Direct numerical simulation of turbulent heat transfer modulation in micro-dispersed channel flow

Summary The objective of this paper is to study the influence of dispersed micrometer size particles on turbulent heat transfer mechanisms in wall-bounded flows. The strategic target of the current research is to set up a methodology to size and design new-concept heat transfer fluids with properties given by those of the base fluid modulated by the presence of dynamically-interacting, suitably-chosen, discrete micro- and nano-particles. We ran direct numerical simulations for hydrodynamically fully developed, thermally developing turbulent channel flow at shear Reynolds number Re _τ = 150 and Prandtl number Pr = 3, and we tracked two large swarms of particles, characterized by different inertia and thermal inertia.
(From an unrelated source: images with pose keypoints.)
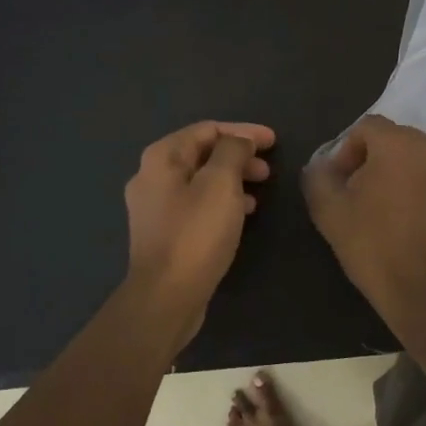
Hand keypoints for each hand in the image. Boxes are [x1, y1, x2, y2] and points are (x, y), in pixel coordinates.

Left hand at [123, 121, 274, 343]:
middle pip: (202, 153)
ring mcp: (154, 206)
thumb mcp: (221, 184)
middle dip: (238, 156)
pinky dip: (221, 201)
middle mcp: (152, 176)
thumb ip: (233, 151)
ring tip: (261, 189)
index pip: (207, 129)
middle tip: (268, 169)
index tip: (274, 141)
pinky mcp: (163, 232)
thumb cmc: (196, 234)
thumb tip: (239, 141)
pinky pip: (197, 204)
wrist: (166, 296)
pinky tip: (243, 213)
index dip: (243, 132)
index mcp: (162, 157)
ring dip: (233, 179)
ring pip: (200, 180)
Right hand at [302, 115, 425, 330]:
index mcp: (400, 145)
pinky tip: (420, 230)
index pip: (367, 127)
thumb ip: (318, 176)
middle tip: (363, 197)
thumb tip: (323, 165)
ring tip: (394, 215)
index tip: (341, 182)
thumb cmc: (373, 247)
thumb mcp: (328, 211)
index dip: (348, 151)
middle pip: (400, 143)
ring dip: (408, 180)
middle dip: (378, 162)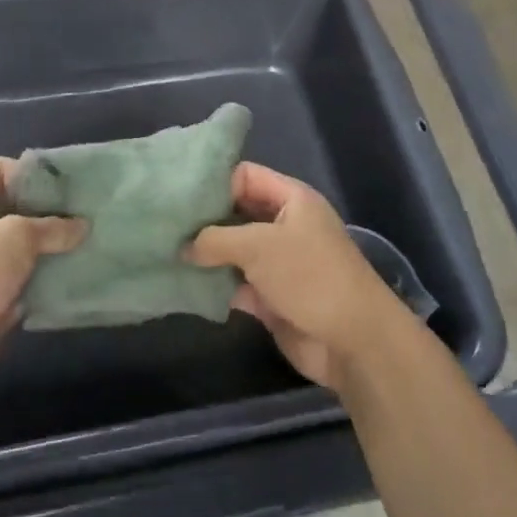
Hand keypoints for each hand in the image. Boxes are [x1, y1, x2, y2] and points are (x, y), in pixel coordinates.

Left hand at [0, 158, 84, 402]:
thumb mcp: (14, 238)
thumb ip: (51, 227)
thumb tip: (82, 226)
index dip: (29, 172)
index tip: (64, 186)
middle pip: (14, 209)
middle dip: (49, 212)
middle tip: (87, 215)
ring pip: (23, 249)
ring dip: (52, 250)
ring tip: (89, 245)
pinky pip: (25, 282)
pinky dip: (46, 281)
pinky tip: (77, 278)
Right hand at [186, 162, 407, 392]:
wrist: (353, 341)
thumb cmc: (309, 276)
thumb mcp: (259, 246)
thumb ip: (215, 239)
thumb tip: (183, 247)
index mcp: (291, 199)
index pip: (245, 175)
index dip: (213, 181)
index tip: (177, 194)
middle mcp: (284, 225)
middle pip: (236, 212)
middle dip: (204, 219)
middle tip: (163, 223)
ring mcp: (278, 262)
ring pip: (234, 250)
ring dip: (206, 254)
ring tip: (164, 251)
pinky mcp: (271, 296)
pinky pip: (236, 283)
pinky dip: (215, 284)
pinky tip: (184, 284)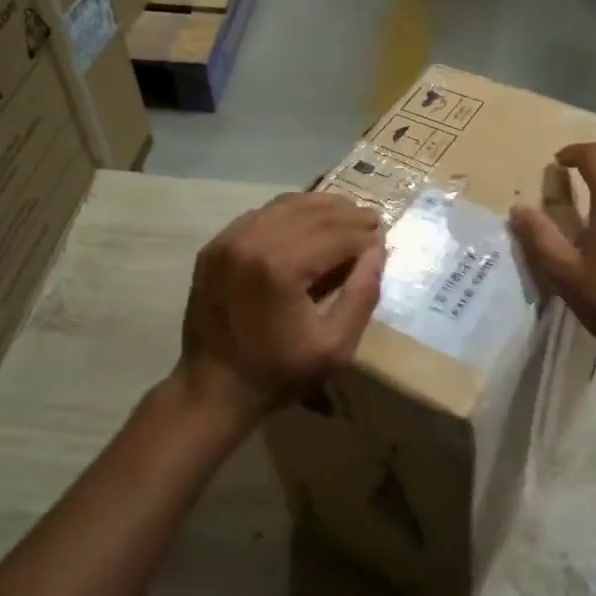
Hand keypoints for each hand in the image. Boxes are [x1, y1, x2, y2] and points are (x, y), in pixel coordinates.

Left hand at [177, 192, 385, 430]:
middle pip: (313, 213)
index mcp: (281, 267)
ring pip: (285, 205)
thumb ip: (362, 294)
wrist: (212, 389)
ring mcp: (229, 240)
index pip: (337, 235)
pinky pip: (260, 215)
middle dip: (348, 215)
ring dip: (320, 206)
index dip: (365, 234)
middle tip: (373, 219)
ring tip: (346, 214)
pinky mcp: (215, 246)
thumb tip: (377, 250)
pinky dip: (289, 212)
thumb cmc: (278, 373)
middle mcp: (253, 241)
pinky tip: (306, 222)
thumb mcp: (335, 346)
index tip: (384, 237)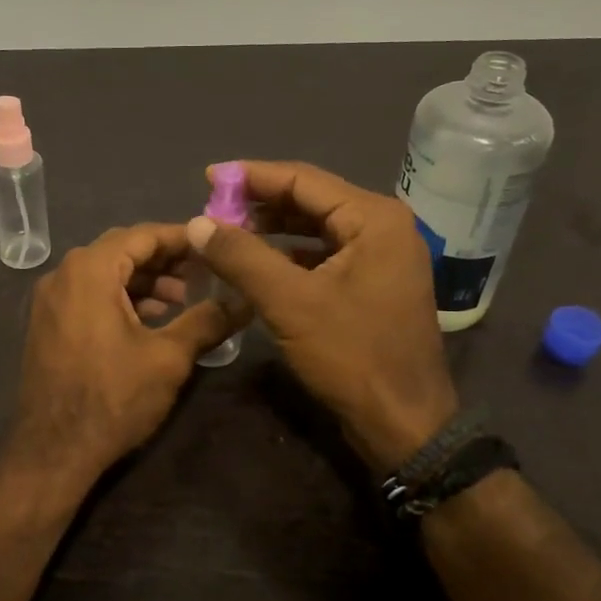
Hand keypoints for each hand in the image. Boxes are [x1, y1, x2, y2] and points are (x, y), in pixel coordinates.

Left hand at [3, 224, 247, 496]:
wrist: (52, 450)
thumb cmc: (112, 398)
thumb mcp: (168, 358)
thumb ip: (207, 320)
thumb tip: (246, 301)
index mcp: (89, 270)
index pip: (142, 235)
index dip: (182, 238)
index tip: (215, 244)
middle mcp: (63, 274)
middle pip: (122, 251)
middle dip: (165, 259)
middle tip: (204, 272)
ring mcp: (50, 300)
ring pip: (105, 274)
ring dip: (144, 281)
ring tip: (183, 299)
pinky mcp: (48, 324)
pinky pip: (89, 294)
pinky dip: (121, 297)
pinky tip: (149, 319)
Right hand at [186, 161, 458, 472]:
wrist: (404, 424)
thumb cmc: (351, 356)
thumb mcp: (289, 302)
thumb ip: (241, 256)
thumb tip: (196, 223)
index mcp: (373, 218)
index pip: (303, 179)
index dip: (251, 176)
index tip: (208, 177)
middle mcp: (383, 227)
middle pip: (311, 200)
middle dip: (260, 203)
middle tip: (213, 210)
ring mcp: (382, 256)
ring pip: (316, 228)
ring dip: (272, 230)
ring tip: (228, 235)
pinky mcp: (374, 283)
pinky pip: (324, 254)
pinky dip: (290, 255)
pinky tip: (258, 265)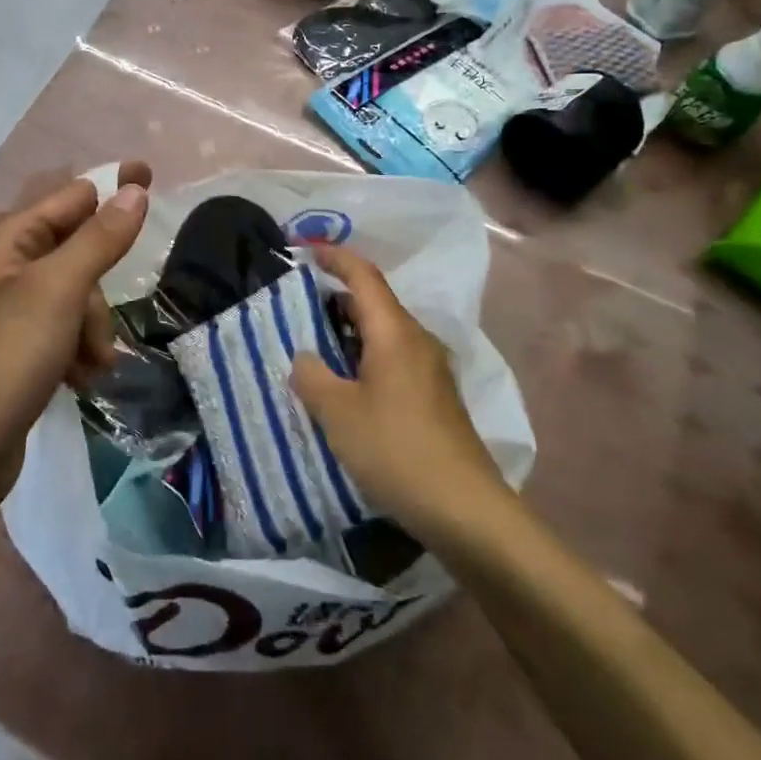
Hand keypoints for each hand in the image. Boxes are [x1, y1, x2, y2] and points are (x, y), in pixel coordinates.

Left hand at [0, 162, 151, 500]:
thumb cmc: (4, 357)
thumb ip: (100, 238)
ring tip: (88, 366)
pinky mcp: (16, 346)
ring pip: (78, 295)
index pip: (73, 196)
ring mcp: (9, 308)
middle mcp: (5, 265)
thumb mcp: (58, 291)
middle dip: (98, 291)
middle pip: (79, 251)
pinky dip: (78, 349)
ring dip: (92, 328)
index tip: (152, 178)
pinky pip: (64, 329)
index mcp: (7, 238)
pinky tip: (78, 378)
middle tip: (97, 331)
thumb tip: (134, 189)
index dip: (113, 188)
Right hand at [290, 245, 507, 541]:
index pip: (364, 276)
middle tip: (296, 307)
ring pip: (383, 334)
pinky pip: (392, 360)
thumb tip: (304, 357)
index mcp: (395, 332)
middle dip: (335, 298)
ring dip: (348, 333)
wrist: (464, 508)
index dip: (335, 257)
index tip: (305, 251)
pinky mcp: (434, 398)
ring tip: (312, 347)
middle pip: (373, 303)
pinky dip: (364, 358)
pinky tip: (344, 387)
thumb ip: (312, 377)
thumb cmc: (396, 449)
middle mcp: (417, 341)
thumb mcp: (338, 412)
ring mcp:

Preliminary results on velocity and temperature statistics for both phases show that, with respect to single-phase flow, heat transfer fluxes at the walls increase by roughly 2% when the flow is laden with the smaller particles, which exhibit a rather persistent stability against non-homogeneous distribution and near-wall concentration. An opposite trend (slight heat transfer flux decrease) is observed when the larger particles are dispersed into the flow. These results are consistent with previous experimental findings and are discussed in the frame of the current research activities in the field. Future developments are also outlined. Dedicated to Professor Franz Ziegler on the occasion of his 70th birthday It is our great pleasure to take part in this Festschrift Issue dedicated to the celebration of the 70th birthday of Professor Franz Ziegler. To honour his activity and his scientific achievements, we prepared this paper, crafted with friendship and respect. We wish Franz many more productive, enjoyable and happy years and a solid and long collaboration as Editors of Acta Mechanica.